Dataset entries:
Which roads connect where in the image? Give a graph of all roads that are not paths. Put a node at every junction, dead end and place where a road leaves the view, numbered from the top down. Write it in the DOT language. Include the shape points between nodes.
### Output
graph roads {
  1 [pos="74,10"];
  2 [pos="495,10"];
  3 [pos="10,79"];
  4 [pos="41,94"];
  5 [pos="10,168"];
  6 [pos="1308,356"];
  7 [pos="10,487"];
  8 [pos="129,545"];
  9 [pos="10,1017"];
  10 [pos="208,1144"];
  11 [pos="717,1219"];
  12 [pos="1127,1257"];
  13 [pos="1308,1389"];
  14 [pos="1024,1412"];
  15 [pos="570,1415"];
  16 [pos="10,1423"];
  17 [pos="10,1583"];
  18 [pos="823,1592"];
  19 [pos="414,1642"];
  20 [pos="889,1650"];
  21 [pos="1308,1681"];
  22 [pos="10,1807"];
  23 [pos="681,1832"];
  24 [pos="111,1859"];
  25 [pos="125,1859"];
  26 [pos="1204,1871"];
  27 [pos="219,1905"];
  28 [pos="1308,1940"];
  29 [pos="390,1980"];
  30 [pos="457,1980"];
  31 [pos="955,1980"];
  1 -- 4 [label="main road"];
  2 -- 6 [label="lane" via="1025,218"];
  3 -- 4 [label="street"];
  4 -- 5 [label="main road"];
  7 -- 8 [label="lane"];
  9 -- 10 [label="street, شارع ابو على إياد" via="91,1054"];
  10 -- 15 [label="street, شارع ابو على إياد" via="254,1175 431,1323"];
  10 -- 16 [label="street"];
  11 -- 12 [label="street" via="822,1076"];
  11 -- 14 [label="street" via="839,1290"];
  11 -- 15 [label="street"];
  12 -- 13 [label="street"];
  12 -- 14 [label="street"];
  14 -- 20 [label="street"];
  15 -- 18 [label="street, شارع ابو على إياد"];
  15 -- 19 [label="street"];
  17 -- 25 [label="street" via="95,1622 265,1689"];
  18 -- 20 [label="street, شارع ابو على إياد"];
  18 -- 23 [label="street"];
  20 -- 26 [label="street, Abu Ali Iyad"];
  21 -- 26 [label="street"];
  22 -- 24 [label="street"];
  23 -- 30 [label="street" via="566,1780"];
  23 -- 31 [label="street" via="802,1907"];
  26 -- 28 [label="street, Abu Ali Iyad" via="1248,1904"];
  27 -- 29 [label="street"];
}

- [REQUIRED WORK]: Retype every record above exactly as it appears.

- [RESPONSE AREA]:
Which roads connect where in the image? Give a graph of all roads that are not paths. Put a node at every junction, dead end and place where a road leaves the view, numbered from the top down. Write it in the DOT language. Include the shape points between nodes.
### Output
graph roads {
  1 [pos="74,10"];
  2 [pos="495,10"];
  3 [pos="10,79"];
  4 [pos="41,94"];
  5 [pos="10,168"];
  6 [pos="1308,356"];
  7 [pos="10,487"];
  8 [pos="129,545"];
  9 [pos="10,1017"];
  10 [pos="208,1144"];
  11 [pos="717,1219"];
  12 [pos="1127,1257"];
  13 [pos="1308,1389"];
  14 [pos="1024,1412"];
  15 [pos="570,1415"];
  16 [pos="10,1423"];
  17 [pos="10,1583"];
  18 [pos="823,1592"];
  19 [pos="414,1642"];
  20 [pos="889,1650"];
  21 [pos="1308,1681"];
  22 [pos="10,1807"];
  23 [pos="681,1832"];
  24 [pos="111,1859"];
  25 [pos="125,1859"];
  26 [pos="1204,1871"];
  27 [pos="219,1905"];
  28 [pos="1308,1940"];
  29 [pos="390,1980"];
  30 [pos="457,1980"];
  31 [pos="955,1980"];
  1 -- 4 [label="main road"];
  2 -- 6 [label="lane" via="1025,218"];
  3 -- 4 [label="street"];
  4 -- 5 [label="main road"];
  7 -- 8 [label="lane"];
  9 -- 10 [label="street, شارع ابو على إياد" via="91,1054"];
  10 -- 15 [label="street, شارع ابو على إياد" via="254,1175 431,1323"];
  10 -- 16 [label="street"];
  11 -- 12 [label="street" via="822,1076"];
  11 -- 14 [label="street" via="839,1290"];
  11 -- 15 [label="street"];
  12 -- 13 [label="street"];
  12 -- 14 [label="street"];
  14 -- 20 [label="street"];
  15 -- 18 [label="street, شارع ابو على إياد"];
  15 -- 19 [label="street"];
  17 -- 25 [label="street" via="95,1622 265,1689"];
  18 -- 20 [label="street, شارع ابو على إياد"];
  18 -- 23 [label="street"];
  20 -- 26 [label="street, Abu Ali Iyad"];
  21 -- 26 [label="street"];
  22 -- 24 [label="street"];
  23 -- 30 [label="street" via="566,1780"];
  23 -- 31 [label="street" via="802,1907"];
  26 -- 28 [label="street, Abu Ali Iyad" via="1248,1904"];
  27 -- 29 [label="street"];
}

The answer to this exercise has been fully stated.